Stored items
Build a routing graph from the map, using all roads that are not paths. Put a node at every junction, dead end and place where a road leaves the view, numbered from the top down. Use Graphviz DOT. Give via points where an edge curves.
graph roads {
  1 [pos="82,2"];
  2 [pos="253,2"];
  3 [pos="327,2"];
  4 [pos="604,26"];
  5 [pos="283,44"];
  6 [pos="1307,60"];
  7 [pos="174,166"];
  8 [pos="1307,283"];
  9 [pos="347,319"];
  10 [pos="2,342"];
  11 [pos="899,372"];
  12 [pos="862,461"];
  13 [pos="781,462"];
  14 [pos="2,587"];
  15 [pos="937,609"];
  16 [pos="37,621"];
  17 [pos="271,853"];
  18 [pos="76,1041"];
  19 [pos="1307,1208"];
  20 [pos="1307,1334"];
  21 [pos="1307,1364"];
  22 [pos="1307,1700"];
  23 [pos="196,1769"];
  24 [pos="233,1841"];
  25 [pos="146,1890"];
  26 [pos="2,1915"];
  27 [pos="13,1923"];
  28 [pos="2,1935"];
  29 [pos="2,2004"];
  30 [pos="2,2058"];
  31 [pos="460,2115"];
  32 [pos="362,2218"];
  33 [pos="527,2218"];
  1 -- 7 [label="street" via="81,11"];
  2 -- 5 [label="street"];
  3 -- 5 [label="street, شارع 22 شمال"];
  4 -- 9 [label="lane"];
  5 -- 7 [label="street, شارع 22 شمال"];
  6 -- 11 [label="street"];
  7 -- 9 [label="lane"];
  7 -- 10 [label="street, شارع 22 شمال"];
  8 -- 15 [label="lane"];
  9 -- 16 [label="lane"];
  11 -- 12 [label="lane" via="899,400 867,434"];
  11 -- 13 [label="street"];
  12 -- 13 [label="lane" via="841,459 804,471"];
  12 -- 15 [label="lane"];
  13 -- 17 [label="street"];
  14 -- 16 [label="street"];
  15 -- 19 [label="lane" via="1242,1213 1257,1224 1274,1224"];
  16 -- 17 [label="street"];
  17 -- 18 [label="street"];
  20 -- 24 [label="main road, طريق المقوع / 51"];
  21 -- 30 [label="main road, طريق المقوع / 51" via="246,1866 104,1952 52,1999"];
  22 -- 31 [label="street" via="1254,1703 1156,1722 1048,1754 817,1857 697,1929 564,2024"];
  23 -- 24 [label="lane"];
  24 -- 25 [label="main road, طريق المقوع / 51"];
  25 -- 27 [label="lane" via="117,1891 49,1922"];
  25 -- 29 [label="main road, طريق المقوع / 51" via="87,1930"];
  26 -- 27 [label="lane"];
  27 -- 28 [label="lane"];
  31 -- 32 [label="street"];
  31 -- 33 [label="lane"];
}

• Assignment
A complete, exact copy of the records is what is needed.

• Final answer
Build a routing graph from the map, using all roads that are not paths. Put a node at every junction, dead end and place where a road leaves the view, numbered from the top down. Use Graphviz DOT. Give via points where an edge curves.
graph roads {
  1 [pos="82,2"];
  2 [pos="253,2"];
  3 [pos="327,2"];
  4 [pos="604,26"];
  5 [pos="283,44"];
  6 [pos="1307,60"];
  7 [pos="174,166"];
  8 [pos="1307,283"];
  9 [pos="347,319"];
  10 [pos="2,342"];
  11 [pos="899,372"];
  12 [pos="862,461"];
  13 [pos="781,462"];
  14 [pos="2,587"];
  15 [pos="937,609"];
  16 [pos="37,621"];
  17 [pos="271,853"];
  18 [pos="76,1041"];
  19 [pos="1307,1208"];
  20 [pos="1307,1334"];
  21 [pos="1307,1364"];
  22 [pos="1307,1700"];
  23 [pos="196,1769"];
  24 [pos="233,1841"];
  25 [pos="146,1890"];
  26 [pos="2,1915"];
  27 [pos="13,1923"];
  28 [pos="2,1935"];
  29 [pos="2,2004"];
  30 [pos="2,2058"];
  31 [pos="460,2115"];
  32 [pos="362,2218"];
  33 [pos="527,2218"];
  1 -- 7 [label="street" via="81,11"];
  2 -- 5 [label="street"];
  3 -- 5 [label="street, شارع 22 شمال"];
  4 -- 9 [label="lane"];
  5 -- 7 [label="street, شارع 22 شمال"];
  6 -- 11 [label="street"];
  7 -- 9 [label="lane"];
  7 -- 10 [label="street, شارع 22 شمال"];
  8 -- 15 [label="lane"];
  9 -- 16 [label="lane"];
  11 -- 12 [label="lane" via="899,400 867,434"];
  11 -- 13 [label="street"];
  12 -- 13 [label="lane" via="841,459 804,471"];
  12 -- 15 [label="lane"];
  13 -- 17 [label="street"];
  14 -- 16 [label="street"];
  15 -- 19 [label="lane" via="1242,1213 1257,1224 1274,1224"];
  16 -- 17 [label="street"];
  17 -- 18 [label="street"];
  20 -- 24 [label="main road, طريق المقوع / 51"];
  21 -- 30 [label="main road, طريق المقوع / 51" via="246,1866 104,1952 52,1999"];
  22 -- 31 [label="street" via="1254,1703 1156,1722 1048,1754 817,1857 697,1929 564,2024"];
  23 -- 24 [label="lane"];
  24 -- 25 [label="main road, طريق المقوع / 51"];
  25 -- 27 [label="lane" via="117,1891 49,1922"];
  25 -- 29 [label="main road, طريق المقوع / 51" via="87,1930"];
  26 -- 27 [label="lane"];
  27 -- 28 [label="lane"];
  31 -- 32 [label="street"];
  31 -- 33 [label="lane"];
}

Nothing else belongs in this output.